Le garçon s’élance avec espoir vers le grand coffre, gouffre sans fond où il jette, à la fin de chaque journée, les jouets épars qu’il ne sait où ranger. Il farfouille en surface dans le meuble de bois, y trouve figurines, bricolages de papier, gadgets de magazines, pas de quoi s’exciter ! Il plonge en profondeur, les deux bras droit devant. Bien décidé qu’une fois au fond, il résoudra sa quête, le garçon enthousiaste calcule mal son élan et bascule vers l’avant, le corps suivant la tête.

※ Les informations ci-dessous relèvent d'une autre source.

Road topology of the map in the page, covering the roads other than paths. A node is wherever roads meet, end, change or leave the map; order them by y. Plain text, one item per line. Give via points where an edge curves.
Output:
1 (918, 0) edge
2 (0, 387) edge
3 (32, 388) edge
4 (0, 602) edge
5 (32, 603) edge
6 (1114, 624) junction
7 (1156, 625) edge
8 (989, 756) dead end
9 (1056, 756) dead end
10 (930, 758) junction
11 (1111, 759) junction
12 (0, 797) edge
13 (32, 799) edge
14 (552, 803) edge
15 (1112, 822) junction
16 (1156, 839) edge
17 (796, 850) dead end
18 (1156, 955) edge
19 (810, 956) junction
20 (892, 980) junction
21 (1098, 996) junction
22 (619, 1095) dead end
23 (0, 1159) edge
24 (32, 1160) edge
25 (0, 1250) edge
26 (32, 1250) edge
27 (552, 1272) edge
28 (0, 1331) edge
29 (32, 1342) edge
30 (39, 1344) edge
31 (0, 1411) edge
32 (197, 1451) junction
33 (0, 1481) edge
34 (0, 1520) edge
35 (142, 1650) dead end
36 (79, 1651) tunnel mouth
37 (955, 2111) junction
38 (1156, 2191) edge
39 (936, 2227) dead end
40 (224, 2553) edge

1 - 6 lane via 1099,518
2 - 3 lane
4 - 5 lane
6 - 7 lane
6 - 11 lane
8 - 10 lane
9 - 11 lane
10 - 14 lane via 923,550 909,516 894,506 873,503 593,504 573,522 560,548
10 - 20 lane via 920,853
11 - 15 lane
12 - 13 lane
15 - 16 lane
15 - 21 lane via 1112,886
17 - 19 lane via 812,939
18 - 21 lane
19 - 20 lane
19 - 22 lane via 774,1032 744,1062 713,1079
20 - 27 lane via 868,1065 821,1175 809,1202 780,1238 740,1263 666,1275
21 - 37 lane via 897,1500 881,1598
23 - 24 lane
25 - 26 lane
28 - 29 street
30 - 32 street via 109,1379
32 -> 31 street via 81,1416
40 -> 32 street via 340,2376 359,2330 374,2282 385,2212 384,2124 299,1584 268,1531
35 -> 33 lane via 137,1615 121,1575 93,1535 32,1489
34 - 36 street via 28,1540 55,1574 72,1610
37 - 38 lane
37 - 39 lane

À sa grande surprise, il ne rencontre pas de fond, mais descend plutôt sur trois bons kilomètres, en nageant dans le sol comme une taupe affairée. Il traverse une strate de sable et de poussière, puis voyage à quatre pattes jusqu’au centre de la terre. Le tunnel s’élargit soudain en une vaste caverne. Repaire d’ogres ? De murènes ? Ou de contrebandiers ? Mathieu atterrit sur un sol bosselé.